Tom Driscoll is a poet and essayist who lives and works in Lowell, Massachusetts. His poetry has appeared in Abraxas Review, Rock Salt Journal, Scapegoat Review, The Worcester Review, Oddball Magazine, Carcosa Magazine, The Ekphrastic Review, Decadent Review, Drawn To The Light, What Rough Beast and Second Coming from Indolent Books and in several Moonstone Arts Center’s Poetry Anthologies. Tom’s poem Leave Home won the Robert P. Collén Poetry Prize in 2017. Notes on Demolition was selected as an Editor’s Choice for the Allen Ginsberg Prize and This isn’t the first time received Third Place in The Frank O’Hara Prize, both in 2021. Upon Stealing Smithsonian Folkways from Franklin Library, Summer 1974 won The Letter Review Poetry prize in 2024. His most recent book is Echoes, A Collection of Ekphrastic Poems.

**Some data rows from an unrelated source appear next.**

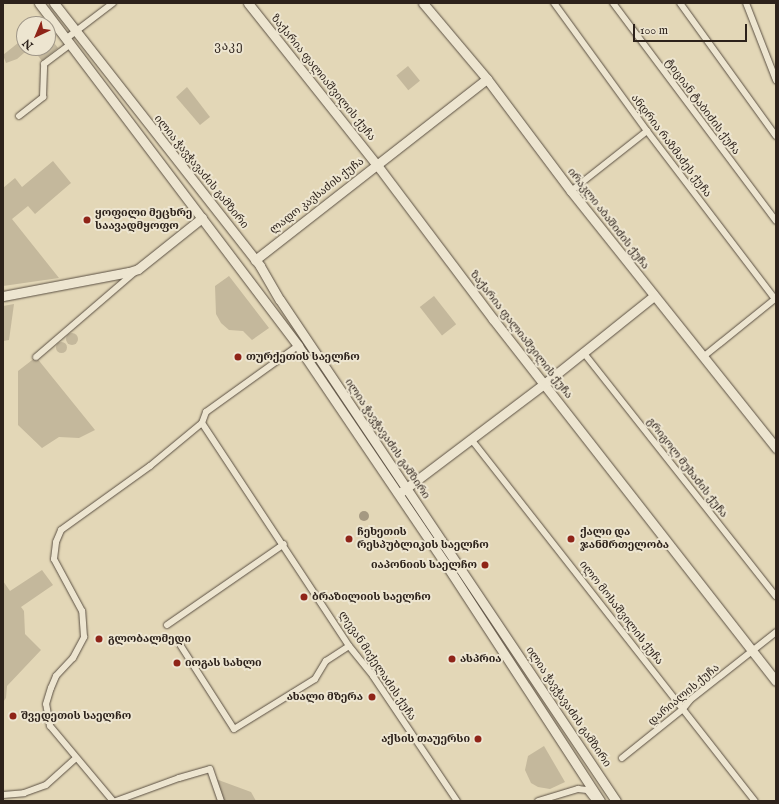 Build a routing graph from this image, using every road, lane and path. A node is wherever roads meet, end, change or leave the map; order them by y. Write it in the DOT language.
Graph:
graph roads {
  1 [pos="39,3"];
  2 [pos="54,3"];
  3 [pos="113,3"];
  4 [pos="248,3"];
  5 [pos="423,3"];
  6 [pos="554,3"];
  7 [pos="614,3"];
  8 [pos="680,3"];
  9 [pos="746,3"];
  10 [pos="76,31"];
  11 [pos="69,41"];
  12 [pos="486,79"];
  13 [pos="776,80"];
  14 [pos="19,116"];
  15 [pos="647,131"];
  16 [pos="776,136"];
  17 [pos="377,164"];
  18 [pos="571,191"];
  19 [pos="202,218"];
  20 [pos="776,221"];
  21 [pos="256,259"];
  22 [pos="138,269"];
  23 [pos="3,296"];
  24 [pos="654,296"];
  25 [pos="776,298"];
  26 [pos="298,346"];
  27 [pos="583,352"];
  28 [pos="36,357"];
  29 [pos="703,357"];
  30 [pos="544,384"];
  31 [pos="202,423"];
  32 [pos="471,439"];
  33 [pos="776,448"];
  34 [pos="402,491"];
  35 [pos="284,544"];
  36 [pos="776,596"];
  37 [pos="167,625"];
  38 [pos="776,632"];
  39 [pos="179,643"];
  40 [pos="349,646"];
  41 [pos="753,652"];
  42 [pos="776,681"];
  43 [pos="683,709"];
  44 [pos="76,758"];
  45 [pos="622,758"];
  46 [pos="583,774"];
  47 [pos="578,789"];
  48 [pos="3,795"];
  49 [pos="113,801"];
  50 [pos="116,801"];
  51 [pos="221,801"];
  52 [pos="457,801"];
  53 [pos="538,801"];
  54 [pos="596,801"];
  55 [pos="600,801"];
  56 [pos="616,801"];
  57 [pos="755,801"];
  1 -- 11 [label="main road, ილია ჭავჭავაძის გამზირი"];
  2 -- 10 [label="main road, ილია ჭავჭავაძის გამზირი"];
  3 -- 10 [label="street"];
  4 -- 17 [label="main road, ზაქარია ფალიაშვილის ქუჩა"];
  5 -- 12 [label="main road, ირაკლი აბაშიძის ქუჩა"];
  6 -- 15 [label="street, ანდრია რაზმაძეს ქუჩა"];
  7 -- 20 [label="street, ტიციან ტაბიძის ქუჩა"];
  8 -- 16 [label="street"];
  9 -- 13 [label="street"];
  10 -- 11 [label="street"];
  10 -- 21 [label="main road, ილია ჭავჭავაძის გამზირი"];
  11 -- 14 [label="street"];
  11 -- 19 [label="main road, ილია ჭავჭავაძის გამზირი"];
  12 -- 17 [label="main road, ლადო კავსაძის ქუჩა"];
  12 -- 18 [label="main road, ირაკლი აბაშიძის ქუჩა"];
  15 -- 18 [label="street"];
  15 -- 25 [label="street, ანდრია რაზმაძეს ქუჩა"];
  17 -- 21 [label="main road, ლადო კავსაძის ქუჩა"];
  17 -- 30 [label="main road, ზაქარია ფალიაშვილის ქუჩა"];
  18 -- 24 [label="main road, ირაკლი აბაშიძის ქუჩა"];
  19 -- 22 [label="main road"];
  19 -- 26 [label="main road, ილია ჭავჭავაძის გამზირი"];
  21 -- 34 [label="main road, ილია ჭავჭავაძის გამზირი"];
  22 -- 23 [label="main road"];
  22 -- 28 [label="street"];
  24 -- 27 [label="main road"];
  24 -- 29 [label="main road, ირაკლი აბაშიძის ქუჩა"];
  25 -- 29 [label="street"];
  26 -- 31 [label="street"];
  26 -- 34 [label="main road, ილია ჭავჭავაძის გამზირი"];
  27 -- 30 [label="main road"];
  27 -- 36 [label="street, გრიგოლ მუხაძის ქუჩა"];
  29 -- 33 [label="main road, ირაკლი აბაშიძის ქუჩა"];
  30 -- 32 [label="main road"];
  30 -- 41 [label="main road, ზაქარია ფალიაშვილის ქუჩა"];
  31 -- 35 [label="street, ლევან მიქელაძის ქუჩა"];
  31 -- 44 [label="street"];
  32 -- 34 [label="main road"];
  32 -- 43 [label="street, ილო მოსაშვილის ქუჩა"];
  34 -- 46 [label="main road, ილია ჭავჭავაძის გამზირი"];
  34 -- 56 [label="main road, ილია ჭავჭავაძის გამზირი"];
  35 -- 37 [label="street"];
  35 -- 40 [label="street, ლევან მიქელაძის ქუჩა"];
  38 -- 41 [label="street, დარიალის ქუჩა"];
  39 -- 40 [label="street"];
  40 -- 52 [label="street, ლევან მიქელაძის ქუჩა"];
  41 -- 42 [label="main road, ზაქარია ფალიაშვილის ქუჩა"];
  41 -- 43 [label="street, დარიალის ქუჩა"];
  43 -- 45 [label="street, დარიალის ქუჩა"];
  43 -- 57 [label="street, ილო მოსაშვილის ქუჩა"];
  44 -- 48 [label="street"];
  44 -- 49 [label="street"];
  46 -- 47 [label="street"];
  46 -- 55 [label="main road, ილია ჭავჭავაძის გამზირი"];
  47 -- 53 [label="street"];
  47 -- 54 [label="street"];
  50 -- 51 [label="street"];
}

“Temporal” by Nancy Wood – nancy-wood.com.
Temporal
after “Temporal” by Nancy Wood
Oak branches bound with waxed linen
to hold the limbs in tension and bent away
from their memory —to form another shape.

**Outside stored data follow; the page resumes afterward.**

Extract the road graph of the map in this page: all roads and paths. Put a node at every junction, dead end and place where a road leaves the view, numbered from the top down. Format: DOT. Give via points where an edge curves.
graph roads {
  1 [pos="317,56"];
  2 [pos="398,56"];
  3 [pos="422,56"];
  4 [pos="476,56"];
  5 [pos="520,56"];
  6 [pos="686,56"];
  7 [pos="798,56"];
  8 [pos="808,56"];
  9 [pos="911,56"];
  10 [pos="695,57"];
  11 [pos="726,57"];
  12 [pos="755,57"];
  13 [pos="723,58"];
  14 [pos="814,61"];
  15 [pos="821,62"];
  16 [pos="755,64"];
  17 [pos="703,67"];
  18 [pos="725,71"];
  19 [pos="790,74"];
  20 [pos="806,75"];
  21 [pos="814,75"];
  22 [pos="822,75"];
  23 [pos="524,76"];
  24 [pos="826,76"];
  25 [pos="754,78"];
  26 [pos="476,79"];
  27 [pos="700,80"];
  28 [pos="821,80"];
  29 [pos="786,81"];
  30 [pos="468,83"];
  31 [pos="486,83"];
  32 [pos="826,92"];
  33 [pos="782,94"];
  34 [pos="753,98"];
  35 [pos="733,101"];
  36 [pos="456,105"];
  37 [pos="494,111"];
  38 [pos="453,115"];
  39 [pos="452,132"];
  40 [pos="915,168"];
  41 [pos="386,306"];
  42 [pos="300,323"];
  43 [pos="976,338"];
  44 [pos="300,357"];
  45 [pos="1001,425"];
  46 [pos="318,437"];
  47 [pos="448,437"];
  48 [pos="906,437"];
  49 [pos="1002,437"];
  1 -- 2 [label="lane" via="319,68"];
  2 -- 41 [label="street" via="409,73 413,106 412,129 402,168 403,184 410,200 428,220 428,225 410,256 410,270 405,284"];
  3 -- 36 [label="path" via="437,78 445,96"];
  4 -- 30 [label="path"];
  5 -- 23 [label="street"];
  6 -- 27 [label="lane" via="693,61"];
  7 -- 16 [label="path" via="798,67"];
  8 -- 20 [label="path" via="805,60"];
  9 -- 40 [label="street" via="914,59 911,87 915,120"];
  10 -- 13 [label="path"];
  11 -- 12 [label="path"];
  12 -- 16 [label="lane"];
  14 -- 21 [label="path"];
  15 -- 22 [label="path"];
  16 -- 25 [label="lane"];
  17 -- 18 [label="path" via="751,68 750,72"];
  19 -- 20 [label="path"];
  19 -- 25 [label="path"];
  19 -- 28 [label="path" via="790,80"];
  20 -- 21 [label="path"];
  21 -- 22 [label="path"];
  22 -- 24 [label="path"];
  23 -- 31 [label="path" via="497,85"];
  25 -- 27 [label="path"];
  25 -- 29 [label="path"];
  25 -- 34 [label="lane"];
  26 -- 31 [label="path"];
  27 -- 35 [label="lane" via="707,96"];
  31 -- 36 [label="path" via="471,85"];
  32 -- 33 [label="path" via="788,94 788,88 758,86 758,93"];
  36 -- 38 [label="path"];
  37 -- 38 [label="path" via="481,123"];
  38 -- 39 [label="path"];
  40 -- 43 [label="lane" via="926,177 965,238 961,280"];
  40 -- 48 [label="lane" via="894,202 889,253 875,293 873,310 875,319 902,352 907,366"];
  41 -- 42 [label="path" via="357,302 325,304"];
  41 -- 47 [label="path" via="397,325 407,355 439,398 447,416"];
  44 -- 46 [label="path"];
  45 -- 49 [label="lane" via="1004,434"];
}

You might carry this like a bundle of brittle
bone or maybe it’s some delicate creature
that you should care for, cradle and save.
The word —temporal— can refer to time
but It also describes earthly things, mere
daily business, as in —temporal concerns—
It could be what spans between these two
meanings of the word that interested the artist.
What falls with time and what’s found, salvaged;
each piece worked in hand that might as easily
have become kindling for a fire, wisps of smoke.